The answer must be the complete listing, reproduced exactly.

┏━━

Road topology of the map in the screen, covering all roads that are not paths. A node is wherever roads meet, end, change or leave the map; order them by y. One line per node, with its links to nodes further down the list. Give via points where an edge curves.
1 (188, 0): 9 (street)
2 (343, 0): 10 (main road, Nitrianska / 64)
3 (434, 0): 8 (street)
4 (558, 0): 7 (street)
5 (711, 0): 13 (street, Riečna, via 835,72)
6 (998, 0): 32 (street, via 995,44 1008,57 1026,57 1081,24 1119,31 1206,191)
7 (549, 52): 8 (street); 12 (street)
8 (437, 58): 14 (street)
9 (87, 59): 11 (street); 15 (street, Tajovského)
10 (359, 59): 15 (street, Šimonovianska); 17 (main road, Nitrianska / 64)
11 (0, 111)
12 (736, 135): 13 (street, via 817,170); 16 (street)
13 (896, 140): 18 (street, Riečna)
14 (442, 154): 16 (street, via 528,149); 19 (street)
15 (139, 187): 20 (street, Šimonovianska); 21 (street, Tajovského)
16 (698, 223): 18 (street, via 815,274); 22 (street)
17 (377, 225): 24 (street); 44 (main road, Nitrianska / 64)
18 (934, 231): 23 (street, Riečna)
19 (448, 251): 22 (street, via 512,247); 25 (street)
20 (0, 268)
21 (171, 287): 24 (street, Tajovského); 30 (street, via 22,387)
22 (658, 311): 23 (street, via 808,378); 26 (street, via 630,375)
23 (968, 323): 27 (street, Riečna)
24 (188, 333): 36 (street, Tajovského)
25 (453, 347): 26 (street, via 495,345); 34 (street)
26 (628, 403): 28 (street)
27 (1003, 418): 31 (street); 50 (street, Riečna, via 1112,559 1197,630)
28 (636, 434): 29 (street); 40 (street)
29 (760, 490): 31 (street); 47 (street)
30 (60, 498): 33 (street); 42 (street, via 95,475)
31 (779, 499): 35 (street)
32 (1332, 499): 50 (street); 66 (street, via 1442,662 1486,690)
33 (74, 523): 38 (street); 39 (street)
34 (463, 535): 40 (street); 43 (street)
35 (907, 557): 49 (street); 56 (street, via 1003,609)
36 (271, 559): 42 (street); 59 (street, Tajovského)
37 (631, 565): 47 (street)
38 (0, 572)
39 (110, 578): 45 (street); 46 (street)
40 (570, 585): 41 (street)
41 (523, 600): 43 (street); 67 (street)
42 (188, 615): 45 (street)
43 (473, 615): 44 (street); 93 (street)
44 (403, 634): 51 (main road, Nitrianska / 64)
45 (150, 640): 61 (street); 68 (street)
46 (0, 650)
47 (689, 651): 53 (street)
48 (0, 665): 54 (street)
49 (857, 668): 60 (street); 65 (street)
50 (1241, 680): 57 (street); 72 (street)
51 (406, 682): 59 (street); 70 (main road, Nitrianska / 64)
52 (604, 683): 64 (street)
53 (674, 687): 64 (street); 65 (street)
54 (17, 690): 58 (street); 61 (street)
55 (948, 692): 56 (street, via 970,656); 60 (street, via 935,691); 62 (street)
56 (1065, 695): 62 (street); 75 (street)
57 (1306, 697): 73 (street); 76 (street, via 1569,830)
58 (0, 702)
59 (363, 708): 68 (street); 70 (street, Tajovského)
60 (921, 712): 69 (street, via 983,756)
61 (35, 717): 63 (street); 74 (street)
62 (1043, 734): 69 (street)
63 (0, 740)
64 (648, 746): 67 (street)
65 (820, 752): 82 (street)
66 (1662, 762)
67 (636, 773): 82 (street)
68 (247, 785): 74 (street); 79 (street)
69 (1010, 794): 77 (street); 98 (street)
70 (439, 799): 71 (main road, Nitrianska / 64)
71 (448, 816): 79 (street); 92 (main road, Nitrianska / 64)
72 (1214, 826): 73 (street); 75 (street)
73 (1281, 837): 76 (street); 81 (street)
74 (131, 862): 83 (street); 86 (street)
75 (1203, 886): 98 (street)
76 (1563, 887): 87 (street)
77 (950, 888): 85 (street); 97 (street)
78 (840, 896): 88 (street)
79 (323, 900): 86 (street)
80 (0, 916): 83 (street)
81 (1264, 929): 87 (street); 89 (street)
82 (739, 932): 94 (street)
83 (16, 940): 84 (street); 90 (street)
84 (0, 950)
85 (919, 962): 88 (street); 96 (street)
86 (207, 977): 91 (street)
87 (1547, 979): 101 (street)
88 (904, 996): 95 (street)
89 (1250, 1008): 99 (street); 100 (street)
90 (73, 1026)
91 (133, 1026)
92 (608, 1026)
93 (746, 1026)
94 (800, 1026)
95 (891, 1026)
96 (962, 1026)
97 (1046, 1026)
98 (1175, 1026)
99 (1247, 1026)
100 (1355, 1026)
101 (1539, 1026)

┗━━

▶ [SOLUTION TO THIS PROBLEM]
Road topology of the map in the screen, covering all roads that are not paths. A node is wherever roads meet, end, change or leave the map; order them by y. One line per node, with its links to nodes further down the list. Give via points where an edge curves.
1 (188, 0): 9 (street)
2 (343, 0): 10 (main road, Nitrianska / 64)
3 (434, 0): 8 (street)
4 (558, 0): 7 (street)
5 (711, 0): 13 (street, Riečna, via 835,72)
6 (998, 0): 32 (street, via 995,44 1008,57 1026,57 1081,24 1119,31 1206,191)
7 (549, 52): 8 (street); 12 (street)
8 (437, 58): 14 (street)
9 (87, 59): 11 (street); 15 (street, Tajovského)
10 (359, 59): 15 (street, Šimonovianska); 17 (main road, Nitrianska / 64)
11 (0, 111)
12 (736, 135): 13 (street, via 817,170); 16 (street)
13 (896, 140): 18 (street, Riečna)
14 (442, 154): 16 (street, via 528,149); 19 (street)
15 (139, 187): 20 (street, Šimonovianska); 21 (street, Tajovského)
16 (698, 223): 18 (street, via 815,274); 22 (street)
17 (377, 225): 24 (street); 44 (main road, Nitrianska / 64)
18 (934, 231): 23 (street, Riečna)
19 (448, 251): 22 (street, via 512,247); 25 (street)
20 (0, 268)
21 (171, 287): 24 (street, Tajovského); 30 (street, via 22,387)
22 (658, 311): 23 (street, via 808,378); 26 (street, via 630,375)
23 (968, 323): 27 (street, Riečna)
24 (188, 333): 36 (street, Tajovského)
25 (453, 347): 26 (street, via 495,345); 34 (street)
26 (628, 403): 28 (street)
27 (1003, 418): 31 (street); 50 (street, Riečna, via 1112,559 1197,630)
28 (636, 434): 29 (street); 40 (street)
29 (760, 490): 31 (street); 47 (street)
30 (60, 498): 33 (street); 42 (street, via 95,475)
31 (779, 499): 35 (street)
32 (1332, 499): 50 (street); 66 (street, via 1442,662 1486,690)
33 (74, 523): 38 (street); 39 (street)
34 (463, 535): 40 (street); 43 (street)
35 (907, 557): 49 (street); 56 (street, via 1003,609)
36 (271, 559): 42 (street); 59 (street, Tajovského)
37 (631, 565): 47 (street)
38 (0, 572)
39 (110, 578): 45 (street); 46 (street)
40 (570, 585): 41 (street)
41 (523, 600): 43 (street); 67 (street)
42 (188, 615): 45 (street)
43 (473, 615): 44 (street); 93 (street)
44 (403, 634): 51 (main road, Nitrianska / 64)
45 (150, 640): 61 (street); 68 (street)
46 (0, 650)
47 (689, 651): 53 (street)
48 (0, 665): 54 (street)
49 (857, 668): 60 (street); 65 (street)
50 (1241, 680): 57 (street); 72 (street)
51 (406, 682): 59 (street); 70 (main road, Nitrianska / 64)
52 (604, 683): 64 (street)
53 (674, 687): 64 (street); 65 (street)
54 (17, 690): 58 (street); 61 (street)
55 (948, 692): 56 (street, via 970,656); 60 (street, via 935,691); 62 (street)
56 (1065, 695): 62 (street); 75 (street)
57 (1306, 697): 73 (street); 76 (street, via 1569,830)
58 (0, 702)
59 (363, 708): 68 (street); 70 (street, Tajovského)
60 (921, 712): 69 (street, via 983,756)
61 (35, 717): 63 (street); 74 (street)
62 (1043, 734): 69 (street)
63 (0, 740)
64 (648, 746): 67 (street)
65 (820, 752): 82 (street)
66 (1662, 762)
67 (636, 773): 82 (street)
68 (247, 785): 74 (street); 79 (street)
69 (1010, 794): 77 (street); 98 (street)
70 (439, 799): 71 (main road, Nitrianska / 64)
71 (448, 816): 79 (street); 92 (main road, Nitrianska / 64)
72 (1214, 826): 73 (street); 75 (street)
73 (1281, 837): 76 (street); 81 (street)
74 (131, 862): 83 (street); 86 (street)
75 (1203, 886): 98 (street)
76 (1563, 887): 87 (street)
77 (950, 888): 85 (street); 97 (street)
78 (840, 896): 88 (street)
79 (323, 900): 86 (street)
80 (0, 916): 83 (street)
81 (1264, 929): 87 (street); 89 (street)
82 (739, 932): 94 (street)
83 (16, 940): 84 (street); 90 (street)
84 (0, 950)
85 (919, 962): 88 (street); 96 (street)
86 (207, 977): 91 (street)
87 (1547, 979): 101 (street)
88 (904, 996): 95 (street)
89 (1250, 1008): 99 (street); 100 (street)
90 (73, 1026)
91 (133, 1026)
92 (608, 1026)
93 (746, 1026)
94 (800, 1026)
95 (891, 1026)
96 (962, 1026)
97 (1046, 1026)
98 (1175, 1026)
99 (1247, 1026)
100 (1355, 1026)
101 (1539, 1026)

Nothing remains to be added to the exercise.